さて、多数決が最もまことしやかに語られるのは、政治の世界である。選挙そのものが多数決だし、その選挙で選ばれた議会がまた多数決である。政治といっても、地方自治体レベルの行政ならば、その内容は基本的には生活サービス業である。したがって、基本的な問題は、「得られた税収入をどういうサービスに支出するか」ということになる。治安の維持にお金をかけるべきなのか、道路や環境の整備にお金をかけるべきなのか、教育にお金をかけるべきなのか、はたまた防災にお金をかけるべきなのか。
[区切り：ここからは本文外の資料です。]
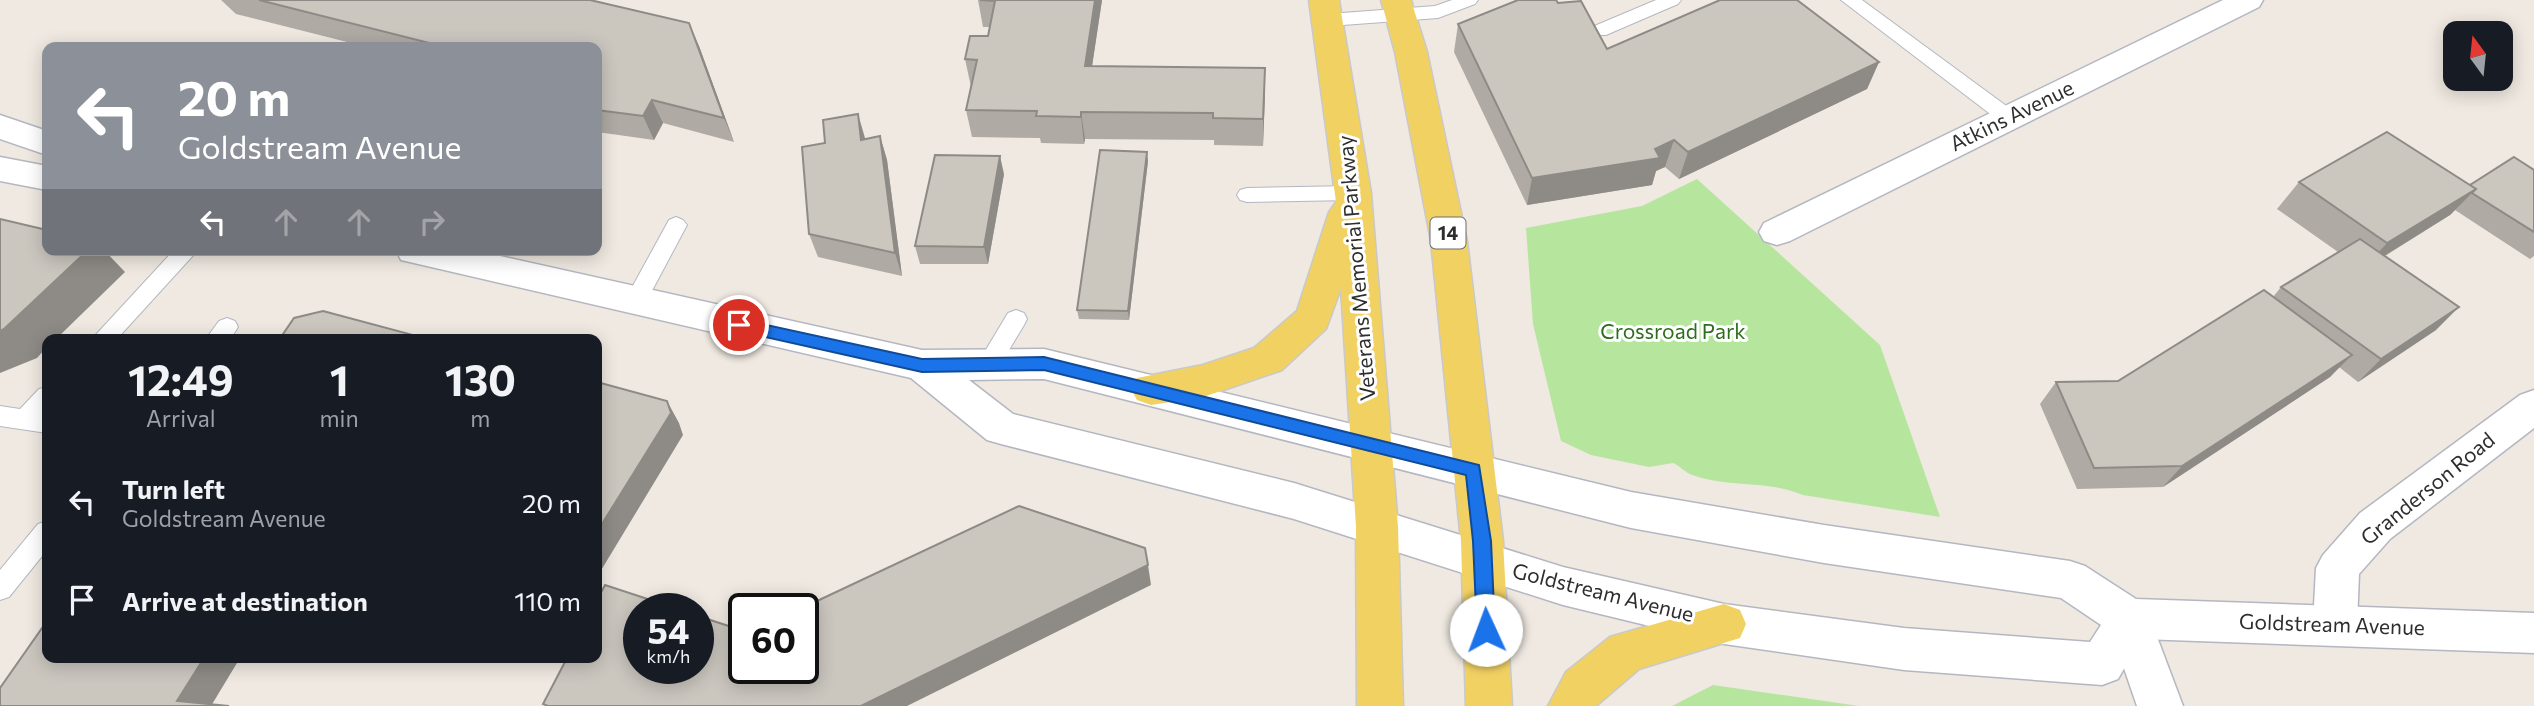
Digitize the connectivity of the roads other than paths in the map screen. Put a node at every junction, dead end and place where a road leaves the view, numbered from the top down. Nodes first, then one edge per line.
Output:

これならば、先ほどの「昼飯問題」と大同小異なので、多数決で考えても問題ないだろう。

ところが、国政は違う。国の舵取りには、正解と間違いがある。国家を安全に維持しつづけることが国政の役割である以上、時と場合に合わせて、やるべきコトと、やってはいけないことがある。可能な選択肢の、どれを取っていいわけではない。この選択は、充分な情報を元に、充分なビジョンを持った上で、大局的見地から判断しなくてはならない。このような判断は、誰でもできるわけではない。

「決断」と「舵取り」が伴う判断には、並々ならぬ才能が必要となる。そしてこの才能は、持っているヒトの方が少ない。兼ね備えたヒトが、まさに「リーダーの器」なのだ。国政の決断は、こういうリーダーの器のあるヒトでなくてはできない。しかし世の中に「バカの壁」がある以上、大衆の多数決でリーダーの器にあるヒトを選び出すことはできないし、ましてや、政治的選択を多数決で決めるなど言語道断である。

よく似た例として企業経営がある。企業経営は多数決ではできないコトは、経営とはなにかを知っているヒトにとっては常識だ。多数決で動かす会社は、いつかはツブれてしまう。多数決では責任の所在が曖昧になり、リスクがとれないからだ。右肩上がりなら、それでも売上が上がるかもしれないが、安定成長の時代には通用しない。政治も同じコト。決断の要らない、「冷戦下の高度成長期」だったからこそ、多数決が通用したのだ。そんな脳天気な時期はもう終わった。もはや「多数決」の時代ではない。「賢者の選択」こそが、正しい道しるべとなる。